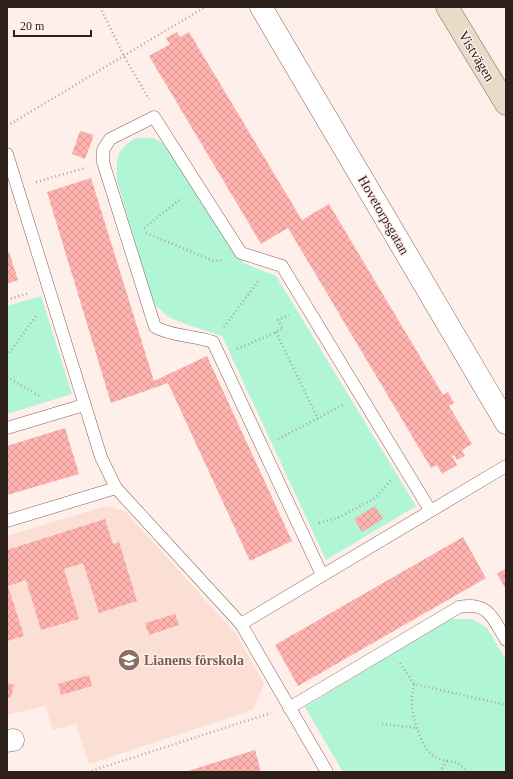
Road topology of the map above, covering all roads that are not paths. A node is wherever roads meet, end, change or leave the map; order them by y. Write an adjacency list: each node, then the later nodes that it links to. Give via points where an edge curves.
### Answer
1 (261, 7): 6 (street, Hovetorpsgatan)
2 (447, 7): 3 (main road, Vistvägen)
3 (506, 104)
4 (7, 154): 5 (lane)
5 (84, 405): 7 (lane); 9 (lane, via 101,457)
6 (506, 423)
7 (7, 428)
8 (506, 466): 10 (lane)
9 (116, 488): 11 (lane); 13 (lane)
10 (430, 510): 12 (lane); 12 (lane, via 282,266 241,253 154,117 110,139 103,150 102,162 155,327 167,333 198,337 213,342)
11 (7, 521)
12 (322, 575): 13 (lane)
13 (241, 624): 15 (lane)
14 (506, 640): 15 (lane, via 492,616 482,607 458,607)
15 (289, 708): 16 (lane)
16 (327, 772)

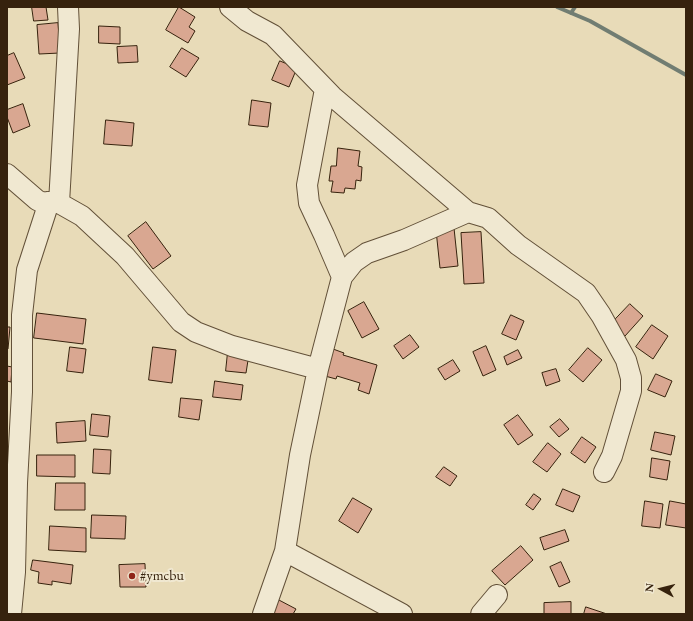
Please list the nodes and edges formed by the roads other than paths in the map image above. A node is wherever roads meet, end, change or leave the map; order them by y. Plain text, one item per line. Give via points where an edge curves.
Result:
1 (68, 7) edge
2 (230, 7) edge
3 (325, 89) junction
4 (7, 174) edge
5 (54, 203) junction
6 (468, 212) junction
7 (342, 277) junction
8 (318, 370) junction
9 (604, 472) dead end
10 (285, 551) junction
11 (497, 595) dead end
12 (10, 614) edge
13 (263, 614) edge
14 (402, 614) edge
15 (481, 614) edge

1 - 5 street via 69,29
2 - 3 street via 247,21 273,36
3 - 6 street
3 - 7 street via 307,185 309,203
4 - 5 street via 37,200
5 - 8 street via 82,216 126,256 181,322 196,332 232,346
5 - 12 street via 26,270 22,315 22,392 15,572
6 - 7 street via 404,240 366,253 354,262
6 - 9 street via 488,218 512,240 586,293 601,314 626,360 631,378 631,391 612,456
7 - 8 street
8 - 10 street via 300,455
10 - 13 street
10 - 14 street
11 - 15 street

===

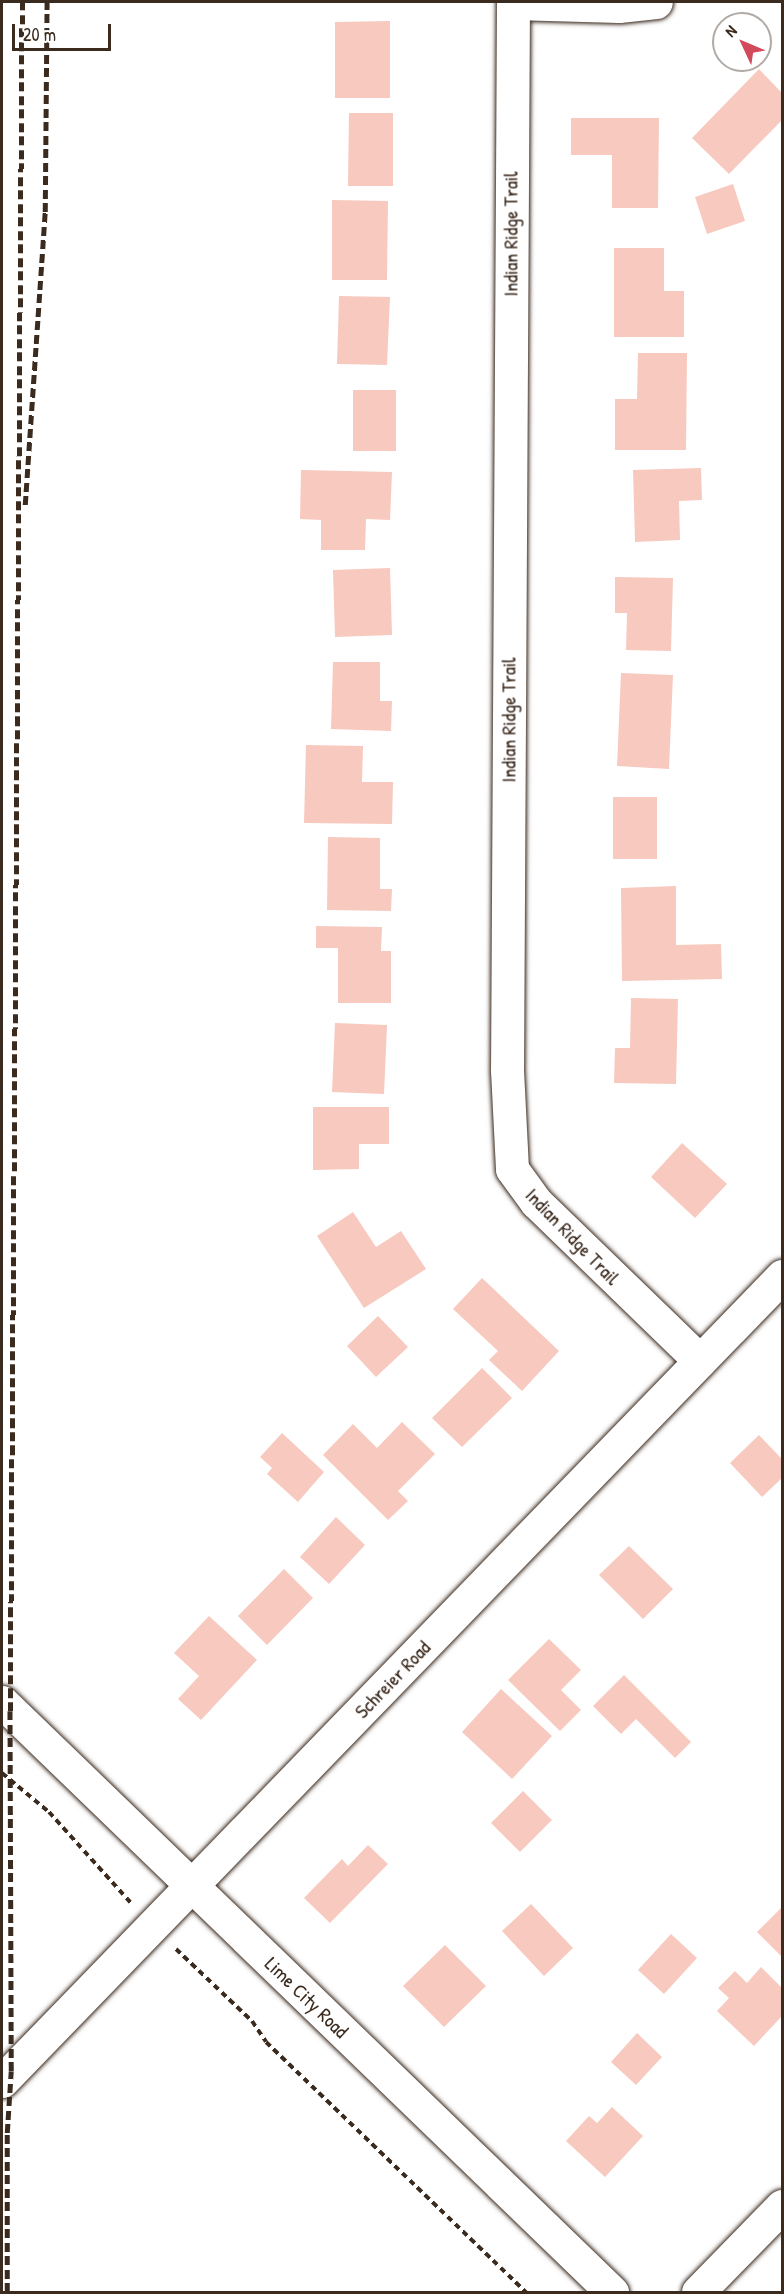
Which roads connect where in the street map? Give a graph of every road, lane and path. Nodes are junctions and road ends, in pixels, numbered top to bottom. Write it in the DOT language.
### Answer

===

◆ EXERCISE DETAILS
Report the number of lines in the material above holding the word "Give", without anything else.

◆ SOLUTION
3